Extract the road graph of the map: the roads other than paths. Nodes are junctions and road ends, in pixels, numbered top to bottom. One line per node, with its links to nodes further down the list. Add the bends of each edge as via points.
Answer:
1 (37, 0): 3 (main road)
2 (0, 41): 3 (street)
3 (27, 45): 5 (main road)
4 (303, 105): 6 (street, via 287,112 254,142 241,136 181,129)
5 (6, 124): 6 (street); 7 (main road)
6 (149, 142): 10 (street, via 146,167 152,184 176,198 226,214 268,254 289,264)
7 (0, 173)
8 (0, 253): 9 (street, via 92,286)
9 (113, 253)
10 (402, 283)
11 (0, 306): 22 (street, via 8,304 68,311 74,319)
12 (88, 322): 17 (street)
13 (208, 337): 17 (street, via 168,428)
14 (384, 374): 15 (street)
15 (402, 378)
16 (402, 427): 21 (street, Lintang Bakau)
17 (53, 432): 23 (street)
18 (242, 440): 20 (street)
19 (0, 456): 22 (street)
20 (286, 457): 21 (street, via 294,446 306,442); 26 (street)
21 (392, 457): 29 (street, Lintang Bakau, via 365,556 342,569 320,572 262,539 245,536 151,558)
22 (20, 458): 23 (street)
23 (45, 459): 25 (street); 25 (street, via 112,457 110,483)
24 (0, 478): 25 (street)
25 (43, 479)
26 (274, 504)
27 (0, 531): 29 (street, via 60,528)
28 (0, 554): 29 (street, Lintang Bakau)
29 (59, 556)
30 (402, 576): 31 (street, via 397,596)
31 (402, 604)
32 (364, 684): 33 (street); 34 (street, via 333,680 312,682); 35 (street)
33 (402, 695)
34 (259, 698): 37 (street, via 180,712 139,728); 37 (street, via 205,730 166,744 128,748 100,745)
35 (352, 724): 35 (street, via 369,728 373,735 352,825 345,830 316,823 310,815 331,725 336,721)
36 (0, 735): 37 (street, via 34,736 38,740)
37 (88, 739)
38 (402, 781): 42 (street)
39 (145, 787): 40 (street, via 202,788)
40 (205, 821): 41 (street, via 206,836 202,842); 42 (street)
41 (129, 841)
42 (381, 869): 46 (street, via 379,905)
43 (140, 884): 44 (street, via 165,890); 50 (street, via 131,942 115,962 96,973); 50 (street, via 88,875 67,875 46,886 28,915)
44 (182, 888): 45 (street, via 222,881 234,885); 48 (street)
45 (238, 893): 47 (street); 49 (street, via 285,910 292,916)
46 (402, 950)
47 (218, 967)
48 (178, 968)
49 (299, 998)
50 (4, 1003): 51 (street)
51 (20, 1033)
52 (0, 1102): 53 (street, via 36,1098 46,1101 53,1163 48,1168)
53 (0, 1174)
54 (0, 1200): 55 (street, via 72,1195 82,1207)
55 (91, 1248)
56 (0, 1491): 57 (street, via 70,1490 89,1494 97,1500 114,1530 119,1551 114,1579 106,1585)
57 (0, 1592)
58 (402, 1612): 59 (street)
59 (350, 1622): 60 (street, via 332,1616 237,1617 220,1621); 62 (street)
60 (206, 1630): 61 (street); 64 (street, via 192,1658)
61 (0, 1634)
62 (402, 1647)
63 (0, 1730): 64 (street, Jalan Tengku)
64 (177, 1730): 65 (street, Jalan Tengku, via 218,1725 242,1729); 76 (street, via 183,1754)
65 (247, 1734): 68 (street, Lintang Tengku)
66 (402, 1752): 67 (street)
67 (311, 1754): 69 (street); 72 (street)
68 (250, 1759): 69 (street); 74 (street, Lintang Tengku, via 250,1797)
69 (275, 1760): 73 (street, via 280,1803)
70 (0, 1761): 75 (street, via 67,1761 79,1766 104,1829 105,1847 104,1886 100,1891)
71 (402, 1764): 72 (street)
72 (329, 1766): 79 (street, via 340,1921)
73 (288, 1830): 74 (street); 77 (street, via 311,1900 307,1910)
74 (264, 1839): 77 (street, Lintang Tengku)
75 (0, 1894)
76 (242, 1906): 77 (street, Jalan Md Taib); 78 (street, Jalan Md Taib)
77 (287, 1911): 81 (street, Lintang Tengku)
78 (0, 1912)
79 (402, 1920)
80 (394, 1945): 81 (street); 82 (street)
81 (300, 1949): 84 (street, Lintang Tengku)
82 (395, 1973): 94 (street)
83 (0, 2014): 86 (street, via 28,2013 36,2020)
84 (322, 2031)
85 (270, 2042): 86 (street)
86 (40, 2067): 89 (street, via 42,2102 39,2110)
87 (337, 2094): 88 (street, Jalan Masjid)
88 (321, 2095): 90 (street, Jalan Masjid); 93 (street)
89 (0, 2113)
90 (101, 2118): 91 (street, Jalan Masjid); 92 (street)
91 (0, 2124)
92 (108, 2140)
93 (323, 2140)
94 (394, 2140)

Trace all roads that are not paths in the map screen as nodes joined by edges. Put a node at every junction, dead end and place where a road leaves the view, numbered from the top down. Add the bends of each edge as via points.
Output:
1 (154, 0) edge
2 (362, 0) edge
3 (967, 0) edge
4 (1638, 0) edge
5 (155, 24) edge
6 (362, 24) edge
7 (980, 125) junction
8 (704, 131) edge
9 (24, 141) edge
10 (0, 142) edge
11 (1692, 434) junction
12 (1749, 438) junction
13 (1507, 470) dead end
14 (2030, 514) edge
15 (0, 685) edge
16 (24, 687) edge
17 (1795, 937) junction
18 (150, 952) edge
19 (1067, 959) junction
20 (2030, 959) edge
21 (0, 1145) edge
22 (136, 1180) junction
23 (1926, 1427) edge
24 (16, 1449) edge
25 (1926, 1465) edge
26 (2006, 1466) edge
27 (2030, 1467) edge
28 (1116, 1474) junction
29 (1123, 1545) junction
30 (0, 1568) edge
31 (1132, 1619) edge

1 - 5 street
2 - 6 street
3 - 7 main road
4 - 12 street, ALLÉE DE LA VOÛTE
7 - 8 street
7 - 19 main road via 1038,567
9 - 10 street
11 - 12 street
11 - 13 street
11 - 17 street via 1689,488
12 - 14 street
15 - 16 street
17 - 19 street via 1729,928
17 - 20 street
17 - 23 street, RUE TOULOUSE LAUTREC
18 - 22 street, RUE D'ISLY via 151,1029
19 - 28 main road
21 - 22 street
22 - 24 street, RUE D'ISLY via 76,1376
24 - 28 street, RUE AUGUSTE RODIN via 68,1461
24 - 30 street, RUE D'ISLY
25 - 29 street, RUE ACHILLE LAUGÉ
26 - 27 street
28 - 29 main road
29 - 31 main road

--------------------------------------------------

BRIEF - Every line of the records above where the string "ISLY" is found should be copied.

FINISHED TASK -
18 - 22 street, RUE D'ISLY via 151,1029
22 - 24 street, RUE D'ISLY via 76,1376
24 - 30 street, RUE D'ISLY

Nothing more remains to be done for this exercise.